I have recently spent a while on these board explaining why I think Glass's AKHNATEN succeeds whereas SATYAGRAHA fails - and I laid the blame squarely at the feet of the librettist of SATYAGRAHA, whose understanding of what stimulates an audience's interest, involvement and appreciation clearly differs radically from.... well, from what's been used in successful operas.
I was fascinated to see therefore that Osvaldo Golijov was prepared to consider expert counsel as to what the problems might have been with his opera AINADAMAR, and why he was so unhappy with its premiere that he considered scrapping the work? Golijov met with opera director Peter Sellars to find a way of rescuing the piece - a meeting which resulted in librettist David Henry Hwang reworking the piece (which is based on the life of Lorca). Opera Boston are now premiering the substantially rewritten version of the work.
[Boston Globe article:
http://www.boston.com/news/globe/living/articles/2007/10/19/in_a_new_light/]

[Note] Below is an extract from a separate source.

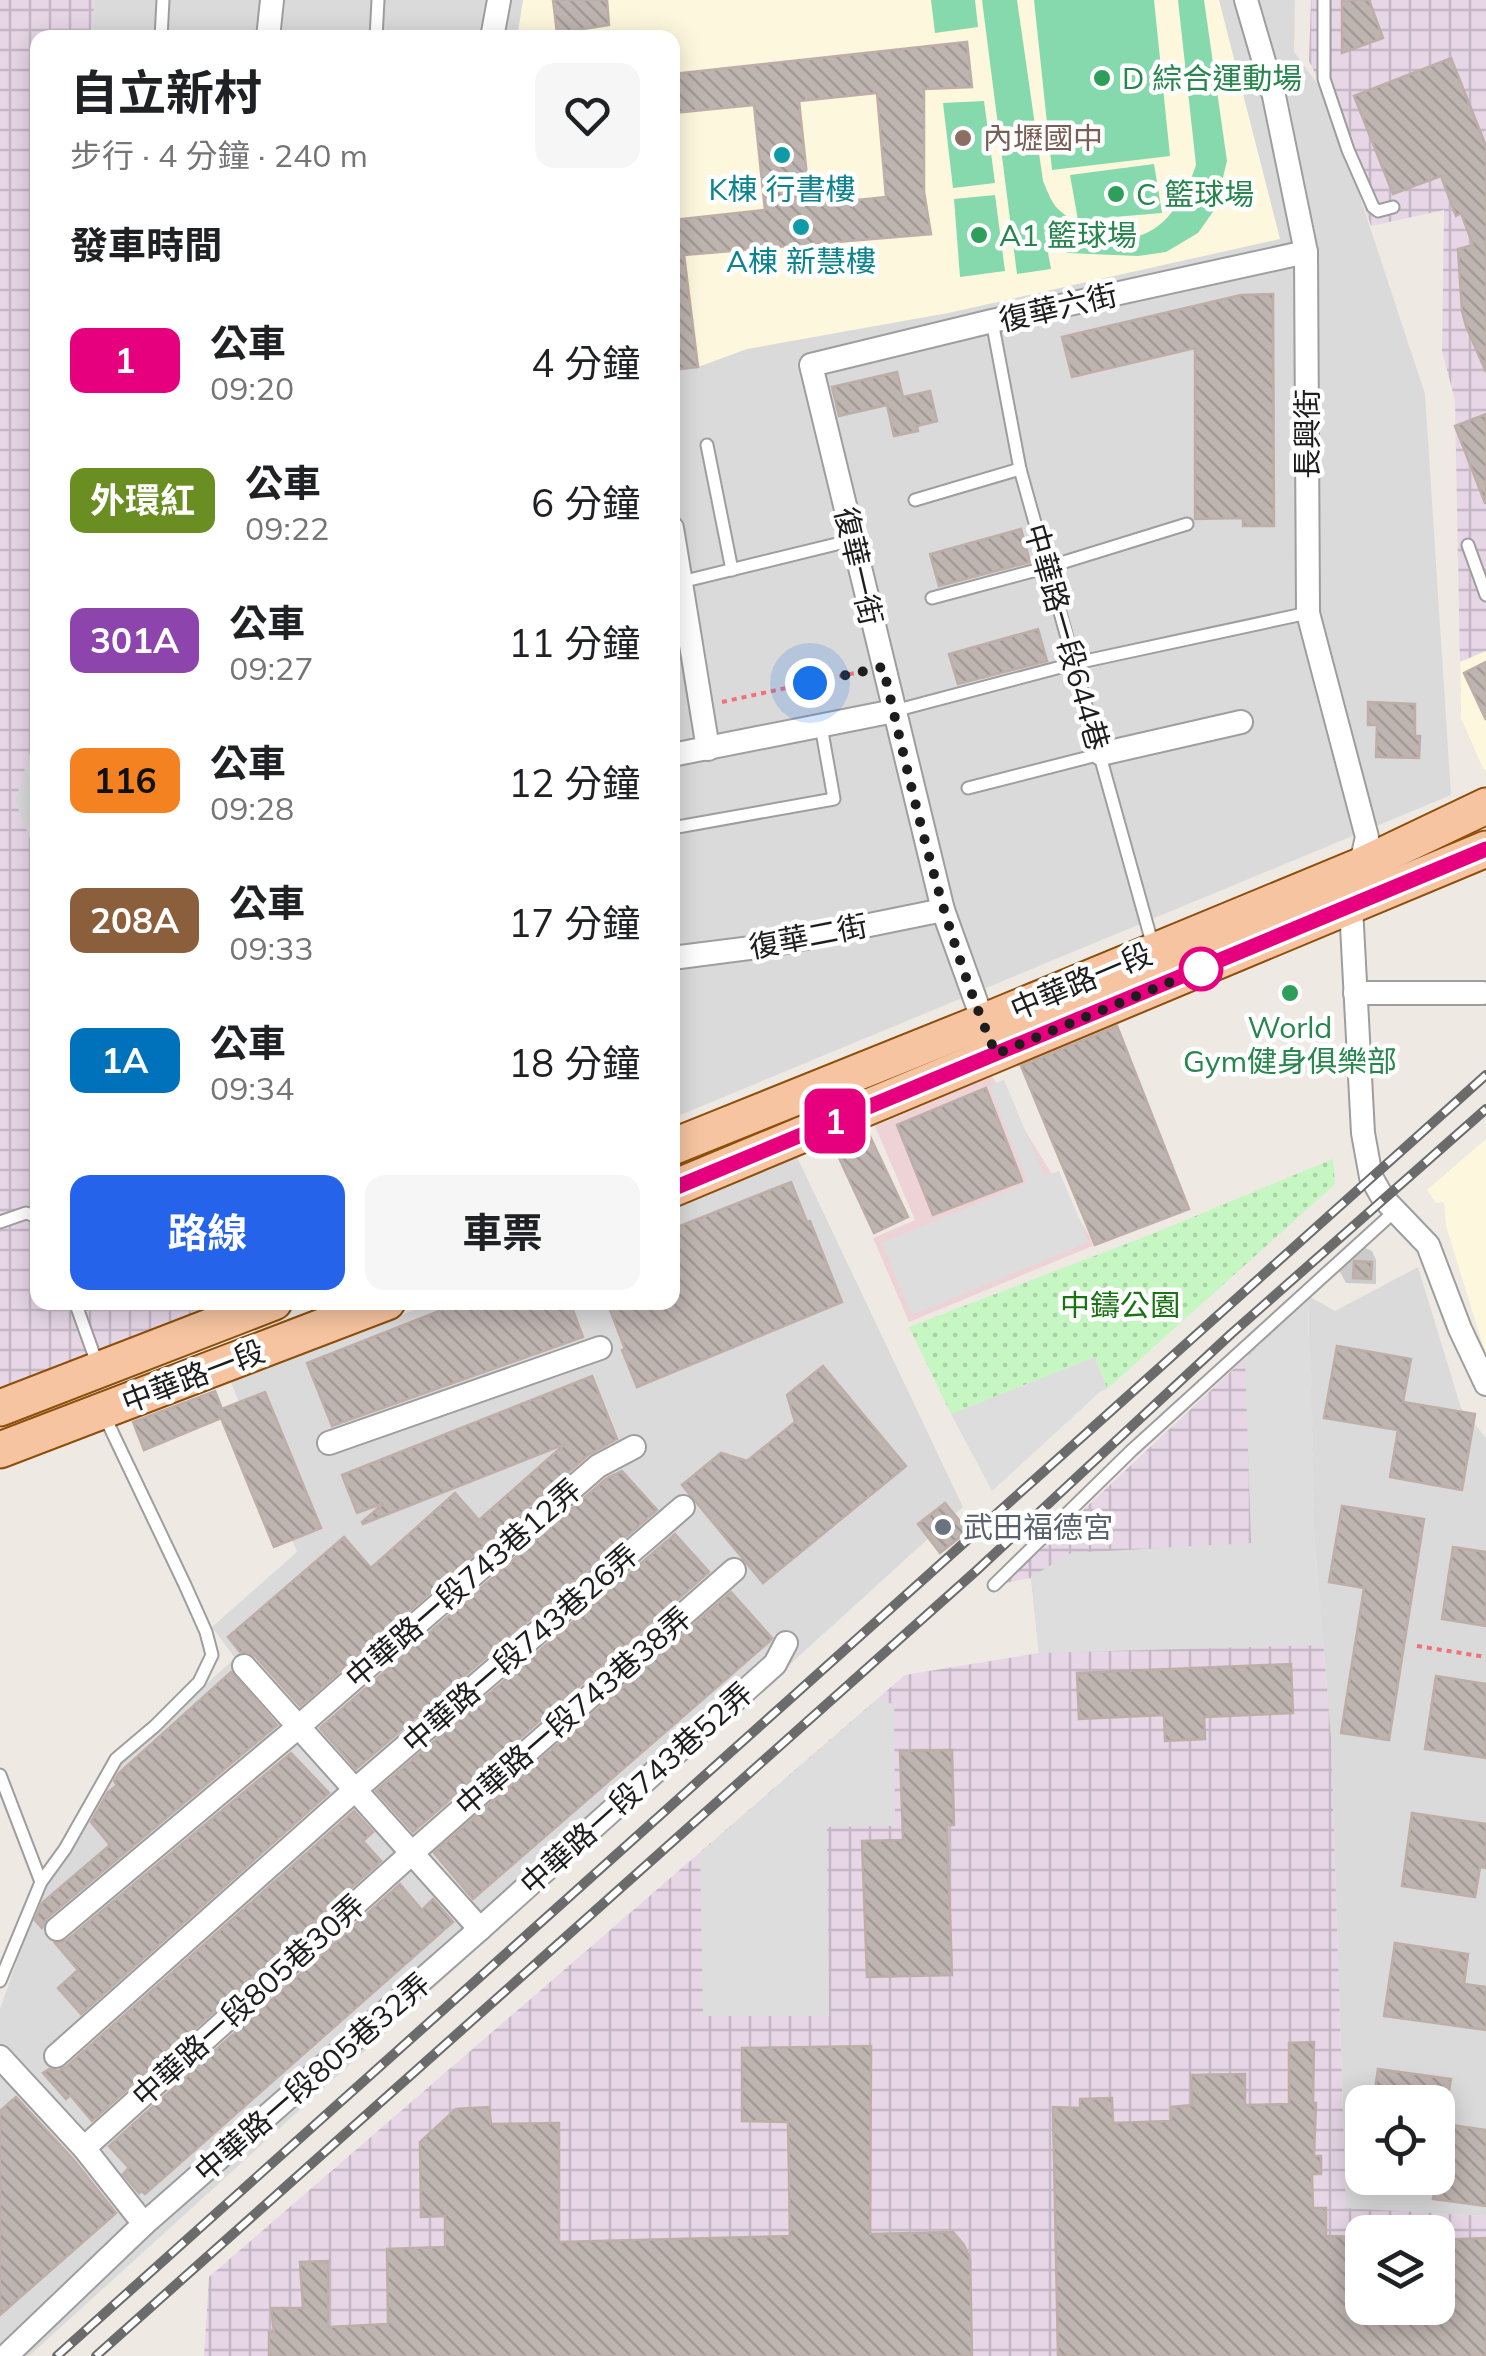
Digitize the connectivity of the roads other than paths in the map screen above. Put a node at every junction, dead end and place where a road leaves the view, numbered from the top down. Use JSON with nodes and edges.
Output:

Of course, in the "glory days" of opera such reworkings and rewrites were absolutely normal - consider how Verdi rewrote his own MACBETH, Mussorgsky's hopeless struggle to produce a fair version of BORIS (for which we still have no "authoratative" version), Offenbach's monster rewrite of TALES OF HOFFMAN or Tchaikovsky's deft scalpel-work on his own MAZEPPA (reversed the final two scenes, added new linking material and a
pianissimo final curtain). Intriguingly Shostakovich's own notes to the performing edition he'd made of BORIS GODUNOV outline quite clearly that he'd ruthlessly adhered to anything that would restore the dramatic narrative strength of the Pushkin story (ie even if history was twisted as a result).